▶ **Your task**: Where the string "الشيخ" occurs in a line of the data below, that line should be copied.

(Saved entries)
::::::::::

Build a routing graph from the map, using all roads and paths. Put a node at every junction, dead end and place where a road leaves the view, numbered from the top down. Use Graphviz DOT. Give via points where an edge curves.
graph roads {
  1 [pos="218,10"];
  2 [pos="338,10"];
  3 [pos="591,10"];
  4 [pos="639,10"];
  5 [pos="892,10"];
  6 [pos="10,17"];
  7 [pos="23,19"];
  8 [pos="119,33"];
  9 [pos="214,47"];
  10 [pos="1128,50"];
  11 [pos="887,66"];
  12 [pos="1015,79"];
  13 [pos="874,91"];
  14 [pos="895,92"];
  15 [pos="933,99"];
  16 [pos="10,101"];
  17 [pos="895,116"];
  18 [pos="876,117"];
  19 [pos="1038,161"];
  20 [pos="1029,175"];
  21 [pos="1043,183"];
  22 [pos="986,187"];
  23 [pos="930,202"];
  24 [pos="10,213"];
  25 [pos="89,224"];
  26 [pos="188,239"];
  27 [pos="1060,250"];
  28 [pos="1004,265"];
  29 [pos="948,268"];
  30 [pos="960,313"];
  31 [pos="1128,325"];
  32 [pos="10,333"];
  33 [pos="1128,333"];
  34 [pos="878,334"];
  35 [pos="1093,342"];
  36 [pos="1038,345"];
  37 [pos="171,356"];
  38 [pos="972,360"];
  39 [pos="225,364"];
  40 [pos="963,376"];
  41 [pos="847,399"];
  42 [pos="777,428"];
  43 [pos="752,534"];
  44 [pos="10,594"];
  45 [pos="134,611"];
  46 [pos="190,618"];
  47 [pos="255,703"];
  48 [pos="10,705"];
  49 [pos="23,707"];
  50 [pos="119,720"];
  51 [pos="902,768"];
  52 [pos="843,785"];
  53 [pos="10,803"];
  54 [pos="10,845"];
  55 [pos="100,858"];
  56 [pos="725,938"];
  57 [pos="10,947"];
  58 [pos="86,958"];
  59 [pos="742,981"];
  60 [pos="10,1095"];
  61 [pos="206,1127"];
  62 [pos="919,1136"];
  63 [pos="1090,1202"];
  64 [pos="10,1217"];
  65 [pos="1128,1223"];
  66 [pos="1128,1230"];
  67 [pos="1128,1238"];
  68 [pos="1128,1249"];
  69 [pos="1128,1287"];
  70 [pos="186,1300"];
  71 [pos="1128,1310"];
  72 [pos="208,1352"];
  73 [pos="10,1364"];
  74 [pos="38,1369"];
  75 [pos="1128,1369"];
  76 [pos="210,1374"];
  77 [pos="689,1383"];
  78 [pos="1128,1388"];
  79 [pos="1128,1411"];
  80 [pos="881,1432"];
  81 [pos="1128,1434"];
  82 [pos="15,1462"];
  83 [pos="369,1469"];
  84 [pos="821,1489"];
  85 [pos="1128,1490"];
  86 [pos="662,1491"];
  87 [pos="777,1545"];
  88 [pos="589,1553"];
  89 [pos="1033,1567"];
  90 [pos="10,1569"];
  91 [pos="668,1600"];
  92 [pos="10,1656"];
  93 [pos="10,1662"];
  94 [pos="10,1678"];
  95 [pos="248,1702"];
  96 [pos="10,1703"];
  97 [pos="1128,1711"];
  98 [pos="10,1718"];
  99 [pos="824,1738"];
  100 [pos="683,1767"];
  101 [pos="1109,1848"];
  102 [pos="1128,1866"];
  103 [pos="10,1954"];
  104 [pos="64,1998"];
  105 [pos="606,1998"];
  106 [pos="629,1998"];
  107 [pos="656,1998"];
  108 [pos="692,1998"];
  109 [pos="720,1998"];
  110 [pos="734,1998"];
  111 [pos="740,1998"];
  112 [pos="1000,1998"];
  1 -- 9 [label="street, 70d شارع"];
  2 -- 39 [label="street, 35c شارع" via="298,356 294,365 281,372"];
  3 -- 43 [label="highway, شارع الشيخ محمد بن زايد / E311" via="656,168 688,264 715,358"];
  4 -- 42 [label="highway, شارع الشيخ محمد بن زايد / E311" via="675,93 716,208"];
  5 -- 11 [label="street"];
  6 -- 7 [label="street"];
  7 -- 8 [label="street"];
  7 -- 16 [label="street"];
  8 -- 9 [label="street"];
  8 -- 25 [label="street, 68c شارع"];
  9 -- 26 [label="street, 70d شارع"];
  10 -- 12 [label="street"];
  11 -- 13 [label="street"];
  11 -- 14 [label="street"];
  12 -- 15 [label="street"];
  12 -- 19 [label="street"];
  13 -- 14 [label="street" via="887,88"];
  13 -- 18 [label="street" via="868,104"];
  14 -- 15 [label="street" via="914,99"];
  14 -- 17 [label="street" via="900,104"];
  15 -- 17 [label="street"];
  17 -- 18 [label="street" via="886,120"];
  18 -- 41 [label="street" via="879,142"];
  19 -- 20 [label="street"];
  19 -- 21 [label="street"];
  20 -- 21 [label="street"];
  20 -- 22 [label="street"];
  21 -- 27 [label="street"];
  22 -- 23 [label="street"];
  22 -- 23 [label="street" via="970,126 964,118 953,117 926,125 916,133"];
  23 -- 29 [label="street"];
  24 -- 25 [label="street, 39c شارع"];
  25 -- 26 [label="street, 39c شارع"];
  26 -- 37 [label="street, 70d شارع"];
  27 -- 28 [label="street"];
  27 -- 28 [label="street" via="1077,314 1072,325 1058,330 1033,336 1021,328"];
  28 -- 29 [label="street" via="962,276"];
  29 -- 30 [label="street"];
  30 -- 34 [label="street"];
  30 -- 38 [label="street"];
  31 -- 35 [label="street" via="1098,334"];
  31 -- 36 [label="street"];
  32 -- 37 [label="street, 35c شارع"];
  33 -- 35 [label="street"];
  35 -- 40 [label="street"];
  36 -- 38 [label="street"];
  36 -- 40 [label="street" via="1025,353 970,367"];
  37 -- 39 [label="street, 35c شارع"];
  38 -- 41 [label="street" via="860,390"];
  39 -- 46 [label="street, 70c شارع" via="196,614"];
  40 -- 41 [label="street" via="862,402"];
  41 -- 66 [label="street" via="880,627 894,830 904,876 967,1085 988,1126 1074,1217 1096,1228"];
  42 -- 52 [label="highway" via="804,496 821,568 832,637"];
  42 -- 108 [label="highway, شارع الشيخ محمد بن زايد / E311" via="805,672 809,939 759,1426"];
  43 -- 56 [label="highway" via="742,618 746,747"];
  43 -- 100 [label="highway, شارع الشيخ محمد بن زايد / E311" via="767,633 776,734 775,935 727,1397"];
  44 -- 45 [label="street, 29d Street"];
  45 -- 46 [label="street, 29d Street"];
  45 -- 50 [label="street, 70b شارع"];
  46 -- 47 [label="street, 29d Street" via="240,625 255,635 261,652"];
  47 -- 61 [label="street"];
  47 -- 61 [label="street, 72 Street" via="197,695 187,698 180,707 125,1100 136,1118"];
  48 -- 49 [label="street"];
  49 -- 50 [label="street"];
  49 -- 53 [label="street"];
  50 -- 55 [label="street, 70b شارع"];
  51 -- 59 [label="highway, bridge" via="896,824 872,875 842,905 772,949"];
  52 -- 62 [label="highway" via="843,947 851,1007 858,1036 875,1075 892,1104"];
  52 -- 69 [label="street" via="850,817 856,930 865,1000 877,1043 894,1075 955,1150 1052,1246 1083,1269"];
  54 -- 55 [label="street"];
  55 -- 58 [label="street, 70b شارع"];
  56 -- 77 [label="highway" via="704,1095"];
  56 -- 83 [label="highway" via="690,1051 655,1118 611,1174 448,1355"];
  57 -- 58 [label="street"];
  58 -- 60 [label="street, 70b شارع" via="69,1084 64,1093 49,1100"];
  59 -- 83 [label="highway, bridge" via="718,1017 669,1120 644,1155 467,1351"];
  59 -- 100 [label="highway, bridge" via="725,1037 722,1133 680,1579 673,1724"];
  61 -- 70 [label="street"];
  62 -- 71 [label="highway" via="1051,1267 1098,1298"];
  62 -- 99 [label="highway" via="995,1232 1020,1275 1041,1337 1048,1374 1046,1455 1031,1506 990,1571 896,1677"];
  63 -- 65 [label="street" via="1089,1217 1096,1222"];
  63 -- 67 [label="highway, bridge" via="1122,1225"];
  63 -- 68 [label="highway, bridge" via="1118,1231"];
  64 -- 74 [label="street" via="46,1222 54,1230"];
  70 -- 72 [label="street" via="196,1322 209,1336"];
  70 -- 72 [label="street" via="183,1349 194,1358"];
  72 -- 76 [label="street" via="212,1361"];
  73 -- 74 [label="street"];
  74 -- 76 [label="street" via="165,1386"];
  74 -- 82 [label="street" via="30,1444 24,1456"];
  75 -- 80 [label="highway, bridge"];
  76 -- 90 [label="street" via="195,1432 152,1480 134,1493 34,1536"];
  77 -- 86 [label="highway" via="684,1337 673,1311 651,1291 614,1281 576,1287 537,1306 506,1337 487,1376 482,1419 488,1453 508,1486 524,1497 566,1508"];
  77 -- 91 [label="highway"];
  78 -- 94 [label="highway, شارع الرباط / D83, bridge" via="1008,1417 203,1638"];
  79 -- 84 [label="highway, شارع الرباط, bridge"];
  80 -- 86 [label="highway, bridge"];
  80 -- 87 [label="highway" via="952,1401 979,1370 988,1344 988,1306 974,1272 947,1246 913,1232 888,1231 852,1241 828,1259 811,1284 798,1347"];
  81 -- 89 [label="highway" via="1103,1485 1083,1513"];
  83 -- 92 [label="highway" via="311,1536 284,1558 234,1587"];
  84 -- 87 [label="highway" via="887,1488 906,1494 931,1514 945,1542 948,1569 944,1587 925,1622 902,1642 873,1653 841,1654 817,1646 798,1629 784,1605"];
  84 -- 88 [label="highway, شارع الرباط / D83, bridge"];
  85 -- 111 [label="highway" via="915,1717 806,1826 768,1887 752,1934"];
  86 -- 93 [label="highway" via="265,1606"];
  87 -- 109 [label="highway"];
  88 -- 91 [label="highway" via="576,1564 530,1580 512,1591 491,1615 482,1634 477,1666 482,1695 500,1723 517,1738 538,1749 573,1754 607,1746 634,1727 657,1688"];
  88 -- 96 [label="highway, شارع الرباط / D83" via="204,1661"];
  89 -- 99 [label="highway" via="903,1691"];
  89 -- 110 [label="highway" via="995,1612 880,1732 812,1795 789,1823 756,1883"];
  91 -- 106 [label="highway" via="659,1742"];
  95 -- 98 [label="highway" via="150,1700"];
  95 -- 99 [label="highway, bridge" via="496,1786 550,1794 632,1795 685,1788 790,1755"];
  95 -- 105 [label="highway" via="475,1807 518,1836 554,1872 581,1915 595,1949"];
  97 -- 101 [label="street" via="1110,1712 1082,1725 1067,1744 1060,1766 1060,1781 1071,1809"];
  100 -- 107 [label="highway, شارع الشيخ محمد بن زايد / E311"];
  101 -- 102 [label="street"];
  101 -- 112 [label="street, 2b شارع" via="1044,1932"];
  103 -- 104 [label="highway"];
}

::::::::::

▶ **Written solution**:
  3 -- 43 [label="highway, شارع الشيخ محمد بن زايد / E311" via="656,168 688,264 715,358"];
  4 -- 42 [label="highway, شارع الشيخ محمد بن زايد / E311" via="675,93 716,208"];
  42 -- 108 [label="highway, شارع الشيخ محمد بن زايد / E311" via="805,672 809,939 759,1426"];
  43 -- 100 [label="highway, شارع الشيخ محمد بن زايد / E311" via="767,633 776,734 775,935 727,1397"];
  100 -- 107 [label="highway, شارع الشيخ محمد بن زايد / E311"];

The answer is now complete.